En este universo la Virgen de las Mercedes puede tener un hijo indio y quizás no mirar la batalla del Santo Cerro con un gesto de aprobación y apoyo a los cristianos, sino con tristeza por la muerte de tantos indígenas (Figura 2). También se puede viajar al presente y bajar a Cristóbal Colón de su pedestal, dándole la oportunidad de rendir homenaje a Anacaona y a su pueblo, pacífico y hospitalario, sin nada que agradecer ni pleitesías que rendir indígena (Figura 3).
En este escenario la Plaza de España es un gran batey indígena, y la figura de Ovando cae, porque retornan los cemíes, no en un tiempo viejo, sino en un mundo donde todos pueden ser (Figura 4). También (y aquí entra lo pan-antillano, pues se trata de Hatuey, que sucumbe en Cuba aunque provenía de la isla de Santo Domingo), un cacique que prefirió morir sin ser cristiano puede ser aceptado por un Papa (Figura 5); queda además, la oportunidad de devolver aquellos espejos, que no eran malos por baratos, sino porque vinieron acompañados de dolor y destrucción (Figura 6).
Estos y otros temas son tratados en las pinturas de Jimmy Verdecia.

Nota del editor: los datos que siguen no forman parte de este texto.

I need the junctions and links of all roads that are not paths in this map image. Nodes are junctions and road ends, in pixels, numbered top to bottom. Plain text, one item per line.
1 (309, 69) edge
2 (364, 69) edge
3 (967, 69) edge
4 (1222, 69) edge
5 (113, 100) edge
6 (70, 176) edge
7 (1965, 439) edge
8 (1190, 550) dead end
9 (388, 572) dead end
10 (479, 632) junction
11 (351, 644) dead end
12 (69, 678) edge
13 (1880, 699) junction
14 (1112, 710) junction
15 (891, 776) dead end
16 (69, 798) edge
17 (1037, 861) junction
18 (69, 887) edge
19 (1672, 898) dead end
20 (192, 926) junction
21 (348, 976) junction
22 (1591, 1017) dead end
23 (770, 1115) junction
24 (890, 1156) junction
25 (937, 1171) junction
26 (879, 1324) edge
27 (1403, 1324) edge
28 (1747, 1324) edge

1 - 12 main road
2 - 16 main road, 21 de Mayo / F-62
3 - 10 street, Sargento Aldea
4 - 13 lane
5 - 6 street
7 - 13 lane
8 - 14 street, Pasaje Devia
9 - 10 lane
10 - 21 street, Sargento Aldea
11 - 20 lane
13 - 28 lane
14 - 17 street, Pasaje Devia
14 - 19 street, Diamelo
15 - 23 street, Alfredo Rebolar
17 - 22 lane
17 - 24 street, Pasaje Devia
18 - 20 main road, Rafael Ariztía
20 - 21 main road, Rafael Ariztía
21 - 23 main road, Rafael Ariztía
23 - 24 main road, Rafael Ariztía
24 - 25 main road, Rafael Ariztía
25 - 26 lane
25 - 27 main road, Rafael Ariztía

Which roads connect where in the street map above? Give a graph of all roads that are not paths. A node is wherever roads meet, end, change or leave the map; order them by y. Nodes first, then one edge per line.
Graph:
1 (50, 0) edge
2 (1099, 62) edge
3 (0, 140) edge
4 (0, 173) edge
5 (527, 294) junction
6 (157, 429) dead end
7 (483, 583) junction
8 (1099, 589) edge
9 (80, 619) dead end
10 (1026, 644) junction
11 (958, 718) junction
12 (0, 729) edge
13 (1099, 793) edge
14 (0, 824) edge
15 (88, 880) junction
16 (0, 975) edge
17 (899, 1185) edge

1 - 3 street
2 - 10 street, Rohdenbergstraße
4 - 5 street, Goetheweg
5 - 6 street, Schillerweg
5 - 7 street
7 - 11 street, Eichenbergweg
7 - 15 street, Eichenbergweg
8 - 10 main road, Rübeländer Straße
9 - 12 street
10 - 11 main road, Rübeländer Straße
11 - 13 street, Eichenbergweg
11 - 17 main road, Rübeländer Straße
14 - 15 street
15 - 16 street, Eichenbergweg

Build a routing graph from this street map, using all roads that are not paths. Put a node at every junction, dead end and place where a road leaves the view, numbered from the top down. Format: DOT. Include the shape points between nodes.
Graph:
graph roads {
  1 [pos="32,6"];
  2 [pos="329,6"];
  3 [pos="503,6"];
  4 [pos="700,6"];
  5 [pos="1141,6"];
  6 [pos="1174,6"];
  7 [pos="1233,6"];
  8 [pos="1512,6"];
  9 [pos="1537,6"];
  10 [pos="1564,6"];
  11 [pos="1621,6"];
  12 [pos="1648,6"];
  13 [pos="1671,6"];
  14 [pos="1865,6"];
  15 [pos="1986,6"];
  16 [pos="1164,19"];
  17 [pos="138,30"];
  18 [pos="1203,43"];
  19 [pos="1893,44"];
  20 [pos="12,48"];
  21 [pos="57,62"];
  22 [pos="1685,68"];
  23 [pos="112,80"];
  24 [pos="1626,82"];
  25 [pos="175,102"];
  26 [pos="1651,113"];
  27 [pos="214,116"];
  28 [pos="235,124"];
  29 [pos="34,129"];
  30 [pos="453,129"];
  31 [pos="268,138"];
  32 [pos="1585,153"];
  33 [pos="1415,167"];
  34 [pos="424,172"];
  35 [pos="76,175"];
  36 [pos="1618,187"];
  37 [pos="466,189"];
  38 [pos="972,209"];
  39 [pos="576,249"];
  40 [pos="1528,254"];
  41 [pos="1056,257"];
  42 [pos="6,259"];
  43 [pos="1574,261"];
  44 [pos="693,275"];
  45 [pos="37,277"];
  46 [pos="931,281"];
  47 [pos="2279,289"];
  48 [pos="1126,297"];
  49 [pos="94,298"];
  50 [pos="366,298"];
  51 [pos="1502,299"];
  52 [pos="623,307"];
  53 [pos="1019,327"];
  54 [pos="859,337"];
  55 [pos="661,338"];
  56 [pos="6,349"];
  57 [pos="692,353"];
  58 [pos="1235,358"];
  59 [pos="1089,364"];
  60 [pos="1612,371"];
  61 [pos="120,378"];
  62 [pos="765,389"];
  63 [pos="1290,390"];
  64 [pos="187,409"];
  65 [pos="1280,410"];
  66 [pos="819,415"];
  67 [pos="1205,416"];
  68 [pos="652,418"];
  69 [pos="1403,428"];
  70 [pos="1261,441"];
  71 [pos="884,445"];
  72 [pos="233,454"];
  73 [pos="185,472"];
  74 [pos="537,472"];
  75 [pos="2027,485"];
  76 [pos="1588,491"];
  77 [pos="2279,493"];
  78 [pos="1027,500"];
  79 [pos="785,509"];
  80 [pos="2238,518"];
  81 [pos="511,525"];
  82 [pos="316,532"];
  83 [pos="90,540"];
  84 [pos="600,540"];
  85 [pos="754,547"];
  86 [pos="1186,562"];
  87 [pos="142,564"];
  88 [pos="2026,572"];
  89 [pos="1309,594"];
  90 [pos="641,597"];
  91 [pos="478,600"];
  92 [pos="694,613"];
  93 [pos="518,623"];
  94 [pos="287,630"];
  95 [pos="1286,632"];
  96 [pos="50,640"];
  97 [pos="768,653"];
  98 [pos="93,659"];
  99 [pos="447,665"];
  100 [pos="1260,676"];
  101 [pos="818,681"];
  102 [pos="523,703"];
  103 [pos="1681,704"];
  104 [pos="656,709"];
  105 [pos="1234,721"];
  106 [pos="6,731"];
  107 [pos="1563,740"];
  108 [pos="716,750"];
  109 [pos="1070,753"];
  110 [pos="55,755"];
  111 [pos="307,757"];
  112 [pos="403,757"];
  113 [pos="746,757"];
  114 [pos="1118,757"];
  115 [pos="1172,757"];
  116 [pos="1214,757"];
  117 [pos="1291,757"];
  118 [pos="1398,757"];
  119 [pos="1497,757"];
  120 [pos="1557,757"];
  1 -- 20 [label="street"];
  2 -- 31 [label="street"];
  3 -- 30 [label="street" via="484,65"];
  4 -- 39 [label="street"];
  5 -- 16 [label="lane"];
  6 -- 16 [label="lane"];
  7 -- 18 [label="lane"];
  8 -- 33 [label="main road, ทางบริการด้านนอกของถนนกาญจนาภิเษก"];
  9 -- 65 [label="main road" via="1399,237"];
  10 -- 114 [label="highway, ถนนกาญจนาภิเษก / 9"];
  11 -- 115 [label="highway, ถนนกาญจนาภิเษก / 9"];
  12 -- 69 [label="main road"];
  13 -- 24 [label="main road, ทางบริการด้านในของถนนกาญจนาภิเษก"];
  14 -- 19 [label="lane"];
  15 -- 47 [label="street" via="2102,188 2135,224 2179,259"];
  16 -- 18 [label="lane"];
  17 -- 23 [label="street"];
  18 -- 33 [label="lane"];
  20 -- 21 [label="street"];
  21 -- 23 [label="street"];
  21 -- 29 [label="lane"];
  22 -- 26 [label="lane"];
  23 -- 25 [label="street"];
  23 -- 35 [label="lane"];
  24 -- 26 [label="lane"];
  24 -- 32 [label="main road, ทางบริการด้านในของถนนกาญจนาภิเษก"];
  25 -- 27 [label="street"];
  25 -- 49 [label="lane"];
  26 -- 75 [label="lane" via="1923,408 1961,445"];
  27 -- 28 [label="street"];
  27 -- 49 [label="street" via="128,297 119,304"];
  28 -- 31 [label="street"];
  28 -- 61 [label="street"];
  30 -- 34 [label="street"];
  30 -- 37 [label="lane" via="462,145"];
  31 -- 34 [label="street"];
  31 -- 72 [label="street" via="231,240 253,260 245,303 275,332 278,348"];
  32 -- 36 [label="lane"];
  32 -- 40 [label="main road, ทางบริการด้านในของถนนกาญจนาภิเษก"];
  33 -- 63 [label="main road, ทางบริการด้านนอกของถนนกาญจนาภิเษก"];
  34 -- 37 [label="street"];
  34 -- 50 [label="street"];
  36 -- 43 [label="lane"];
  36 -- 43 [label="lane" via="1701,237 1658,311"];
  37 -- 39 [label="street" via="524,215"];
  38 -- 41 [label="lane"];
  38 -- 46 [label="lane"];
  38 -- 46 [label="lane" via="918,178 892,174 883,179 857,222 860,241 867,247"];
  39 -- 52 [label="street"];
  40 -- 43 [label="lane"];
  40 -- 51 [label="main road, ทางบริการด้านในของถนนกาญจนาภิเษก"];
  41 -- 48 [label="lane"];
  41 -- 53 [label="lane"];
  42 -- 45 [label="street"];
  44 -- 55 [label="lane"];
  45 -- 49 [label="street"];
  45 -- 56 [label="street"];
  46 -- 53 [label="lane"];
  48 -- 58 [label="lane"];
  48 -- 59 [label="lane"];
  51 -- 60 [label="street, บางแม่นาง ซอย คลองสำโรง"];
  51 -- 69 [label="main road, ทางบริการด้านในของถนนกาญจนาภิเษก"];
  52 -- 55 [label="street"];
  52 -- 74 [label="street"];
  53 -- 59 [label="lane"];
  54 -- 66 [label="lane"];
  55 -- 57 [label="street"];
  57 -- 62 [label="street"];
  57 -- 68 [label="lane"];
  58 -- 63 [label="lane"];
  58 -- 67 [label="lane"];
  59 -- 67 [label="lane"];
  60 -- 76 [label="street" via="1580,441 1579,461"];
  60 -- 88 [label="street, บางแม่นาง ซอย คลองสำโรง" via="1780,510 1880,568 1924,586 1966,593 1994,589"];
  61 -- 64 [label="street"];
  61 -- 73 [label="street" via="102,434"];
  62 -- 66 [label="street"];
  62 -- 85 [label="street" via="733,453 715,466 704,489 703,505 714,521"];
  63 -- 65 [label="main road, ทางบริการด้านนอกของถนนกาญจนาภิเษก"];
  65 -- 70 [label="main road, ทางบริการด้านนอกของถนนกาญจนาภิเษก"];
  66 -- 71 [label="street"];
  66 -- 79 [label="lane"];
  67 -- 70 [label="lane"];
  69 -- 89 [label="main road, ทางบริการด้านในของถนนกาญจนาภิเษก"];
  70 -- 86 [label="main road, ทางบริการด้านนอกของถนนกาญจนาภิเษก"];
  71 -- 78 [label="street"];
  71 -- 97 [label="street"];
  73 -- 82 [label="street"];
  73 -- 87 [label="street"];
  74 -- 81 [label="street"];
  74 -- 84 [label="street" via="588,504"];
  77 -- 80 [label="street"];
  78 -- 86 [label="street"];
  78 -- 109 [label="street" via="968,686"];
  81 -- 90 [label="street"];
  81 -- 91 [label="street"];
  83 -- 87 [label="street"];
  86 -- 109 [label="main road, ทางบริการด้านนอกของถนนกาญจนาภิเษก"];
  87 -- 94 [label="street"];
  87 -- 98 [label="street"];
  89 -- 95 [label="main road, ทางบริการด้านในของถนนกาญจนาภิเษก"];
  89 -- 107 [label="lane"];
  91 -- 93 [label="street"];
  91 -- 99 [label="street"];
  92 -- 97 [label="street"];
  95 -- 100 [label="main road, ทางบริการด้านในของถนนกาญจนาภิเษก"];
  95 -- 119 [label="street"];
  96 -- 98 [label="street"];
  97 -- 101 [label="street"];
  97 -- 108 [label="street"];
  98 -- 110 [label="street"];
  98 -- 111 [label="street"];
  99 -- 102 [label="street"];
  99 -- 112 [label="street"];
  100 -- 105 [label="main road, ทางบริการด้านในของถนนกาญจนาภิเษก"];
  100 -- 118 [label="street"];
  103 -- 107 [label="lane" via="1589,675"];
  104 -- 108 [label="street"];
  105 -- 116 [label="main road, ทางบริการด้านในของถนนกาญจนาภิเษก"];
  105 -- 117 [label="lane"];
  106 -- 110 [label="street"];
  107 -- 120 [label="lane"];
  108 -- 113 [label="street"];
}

Al menos son los que alcanzo a ver; seguro sus cuadros generarán muchas otras lecturas. Los que trato y se aprecian aquí, son parte de una exposición a inaugurar el próximo 10 de diciembre, en la Fortaleza de Santo Domingo. Sera ocasión para acercarnos a la obra de un soñador, alguien que “Imagina” mundos, como quería John Lennon. Sabemos que no es el único, pero hoy, es él quien nos habla. Por la importancia de lo que cuenta, esperamos siga habiendo oportunidades de encontrarnos con sus pinturas.